Don’t expect to meet your expectations

Posted by pamoriley

My daughter is getting married next month, and has told me that my grandchildren, if all goes well, will be following in a short amount of time.  Which has started me thinking a lot about my years of child-rearing.

I got married in October of 1983, and was pregnant in November of 1983.  We had decided that, once we were married, we weren't going to try to get pregnant, and we weren't going to try not to.  So we were thrilled to be expecting right away.  The advice came quickly and often.  Siblings, friends, parents; everyone had gems to share.  But one bit of knowledge didn't stick with me:

Parenting is hard.

I'm sure people told me, but it went right past me, because I knew I was going to be a good parent, and I knew it was going to come easy to me.  I have always loved kids, I have always been a great babysitter.  And I had strong, and unique ideas about how I was going to raise my kids.  I was very, very excited.

My first rule was going to be that there would be no commercialism in my kids' lives.  I was very proud of this idea.  No Barbies.  No Disney.  No way.  Well, when my oldest daughter was 2, and had to leave the crib so her little brother could use it, she moved into her "My Little Pony" bed with matching sheets, blanket and comforter with great joy.  No joy for Mom.  I had disappointed myself.  And there was no real good excuse for it, except that my little curly-haired girl adored My Little Ponies.   And I caved.

Also, television was going to be at the bare minimum.  Outside play, arts and crafts, and books.  There's only so many hours in a kid's day, right?  Well, let me just say that my oldest son's Christmas list on his fourth Christmas included a Craftmatic adjustable bed, and a bottle of Tarn-X.   Clearly, I had caved.

And no fast food.  Only fruits, vegetables, and home-cooked meals.  My youngest son, by the age of three, could give pretty solid driving directions to any of maybe six McDonald's and Burger Kings near our house.   Not exactly "hitting the high notes" on my parenting.

But what is important is this:  when I was parenting, we mothers didn't tell each other about our failures.  We didn't tell each other we were struggling.  We complained about our relationships, but we didn't confide in each other about letting ourselves down.  There was an  unspoken competitiveness that overrode our internal disappointment and need for reassurance. If you admitted that you felt bad about the amount of time your son was watching television, for example, you risked another mother judging you just to make herself feel better.  That happens to you a couple of times, and you stop confessing.

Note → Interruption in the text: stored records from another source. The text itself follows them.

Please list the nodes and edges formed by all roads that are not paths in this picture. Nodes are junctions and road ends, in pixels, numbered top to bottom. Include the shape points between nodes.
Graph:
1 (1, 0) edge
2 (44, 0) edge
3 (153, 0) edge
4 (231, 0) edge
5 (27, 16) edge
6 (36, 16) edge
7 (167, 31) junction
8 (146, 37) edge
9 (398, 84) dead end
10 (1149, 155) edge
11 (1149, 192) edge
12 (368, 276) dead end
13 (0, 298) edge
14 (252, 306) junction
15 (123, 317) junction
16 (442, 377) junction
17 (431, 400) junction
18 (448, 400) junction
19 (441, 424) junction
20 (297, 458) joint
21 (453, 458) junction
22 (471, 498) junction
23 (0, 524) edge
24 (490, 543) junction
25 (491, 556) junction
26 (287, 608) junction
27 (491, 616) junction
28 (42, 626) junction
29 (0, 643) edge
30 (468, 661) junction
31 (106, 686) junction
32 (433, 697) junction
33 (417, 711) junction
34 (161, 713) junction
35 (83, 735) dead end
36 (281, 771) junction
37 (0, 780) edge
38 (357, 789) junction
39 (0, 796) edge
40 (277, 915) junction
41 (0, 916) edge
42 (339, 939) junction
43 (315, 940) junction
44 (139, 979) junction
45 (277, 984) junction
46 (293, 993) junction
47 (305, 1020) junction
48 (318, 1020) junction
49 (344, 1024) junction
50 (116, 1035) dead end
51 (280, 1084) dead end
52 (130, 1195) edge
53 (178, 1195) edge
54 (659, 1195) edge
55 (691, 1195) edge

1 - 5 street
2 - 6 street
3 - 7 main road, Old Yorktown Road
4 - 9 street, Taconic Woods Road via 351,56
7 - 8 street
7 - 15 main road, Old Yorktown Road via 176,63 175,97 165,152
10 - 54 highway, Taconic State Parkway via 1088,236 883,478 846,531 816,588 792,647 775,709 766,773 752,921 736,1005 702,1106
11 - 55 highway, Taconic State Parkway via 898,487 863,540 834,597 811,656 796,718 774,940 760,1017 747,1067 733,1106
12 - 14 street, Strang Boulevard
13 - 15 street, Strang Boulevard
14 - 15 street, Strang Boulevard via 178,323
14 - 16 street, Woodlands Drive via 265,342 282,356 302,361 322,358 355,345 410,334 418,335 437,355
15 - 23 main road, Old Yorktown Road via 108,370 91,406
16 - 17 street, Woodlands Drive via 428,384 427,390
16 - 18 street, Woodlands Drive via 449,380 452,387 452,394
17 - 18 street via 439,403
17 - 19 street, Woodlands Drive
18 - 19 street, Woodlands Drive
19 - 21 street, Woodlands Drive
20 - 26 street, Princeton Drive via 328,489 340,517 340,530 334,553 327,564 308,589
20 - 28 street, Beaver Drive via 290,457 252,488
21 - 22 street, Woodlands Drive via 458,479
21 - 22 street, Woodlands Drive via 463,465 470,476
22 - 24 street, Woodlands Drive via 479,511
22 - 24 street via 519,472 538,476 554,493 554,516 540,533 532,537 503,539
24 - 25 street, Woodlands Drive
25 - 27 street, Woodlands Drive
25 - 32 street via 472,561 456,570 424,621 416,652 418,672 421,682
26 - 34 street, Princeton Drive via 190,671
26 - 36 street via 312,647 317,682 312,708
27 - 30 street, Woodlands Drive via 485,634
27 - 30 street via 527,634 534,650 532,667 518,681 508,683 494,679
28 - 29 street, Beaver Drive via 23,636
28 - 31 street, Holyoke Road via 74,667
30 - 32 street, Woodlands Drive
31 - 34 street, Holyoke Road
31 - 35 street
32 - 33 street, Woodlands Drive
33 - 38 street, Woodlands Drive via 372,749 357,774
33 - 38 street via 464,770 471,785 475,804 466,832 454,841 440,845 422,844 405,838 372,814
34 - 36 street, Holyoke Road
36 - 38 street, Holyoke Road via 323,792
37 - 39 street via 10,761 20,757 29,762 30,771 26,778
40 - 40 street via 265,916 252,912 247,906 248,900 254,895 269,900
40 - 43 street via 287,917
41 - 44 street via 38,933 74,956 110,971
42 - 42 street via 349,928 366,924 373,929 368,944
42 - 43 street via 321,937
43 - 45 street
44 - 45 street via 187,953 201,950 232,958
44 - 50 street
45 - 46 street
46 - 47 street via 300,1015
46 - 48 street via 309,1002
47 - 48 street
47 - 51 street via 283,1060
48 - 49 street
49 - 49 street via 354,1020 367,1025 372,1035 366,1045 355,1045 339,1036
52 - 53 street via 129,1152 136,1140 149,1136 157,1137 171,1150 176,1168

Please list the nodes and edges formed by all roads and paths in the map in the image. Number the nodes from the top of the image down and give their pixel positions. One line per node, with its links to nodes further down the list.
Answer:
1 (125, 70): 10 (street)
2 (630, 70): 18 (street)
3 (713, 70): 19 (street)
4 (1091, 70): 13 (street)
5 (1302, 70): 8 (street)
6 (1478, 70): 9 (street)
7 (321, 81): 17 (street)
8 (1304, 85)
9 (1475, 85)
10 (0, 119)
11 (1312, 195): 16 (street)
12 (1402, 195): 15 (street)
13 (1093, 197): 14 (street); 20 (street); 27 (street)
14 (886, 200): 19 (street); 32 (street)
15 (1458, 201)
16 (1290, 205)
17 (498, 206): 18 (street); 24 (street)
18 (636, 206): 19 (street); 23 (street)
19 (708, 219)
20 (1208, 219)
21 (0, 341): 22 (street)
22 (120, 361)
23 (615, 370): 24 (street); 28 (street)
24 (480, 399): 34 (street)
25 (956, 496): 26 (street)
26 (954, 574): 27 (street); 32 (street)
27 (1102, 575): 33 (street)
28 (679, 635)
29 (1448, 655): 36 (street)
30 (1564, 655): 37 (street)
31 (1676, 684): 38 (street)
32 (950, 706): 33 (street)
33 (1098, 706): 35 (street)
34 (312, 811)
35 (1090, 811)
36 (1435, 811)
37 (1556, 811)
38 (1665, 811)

So, what I would like to say to all of the young mothers and prospective mothers that read this is that I don't know where most of those other mothers are right now.  I don't know how their lives turned out.  But I think we all would have had a lot smoother, calmer, easier go of it, if we would have just allowed each other to say once in a while, "Damn it.  This is really hard."   It doesn't mean you don't love it.  It doesn't mean you wouldn't do it over again, given the chance.  And it absolutely doesn't mean you aren't good at it.  It just means that it's a hell of a lot harder than it looks, and a lot of what makes it hard is our own expectations of ourselves. Be an ally, not a judge.  Give each other a break.  Give yourself a break.  Give your kids a break.  Because when it's all said and done, what you want are kids that are allies, not judges, that can give others and themselves a break.  And that, I say gratefully, is what I have.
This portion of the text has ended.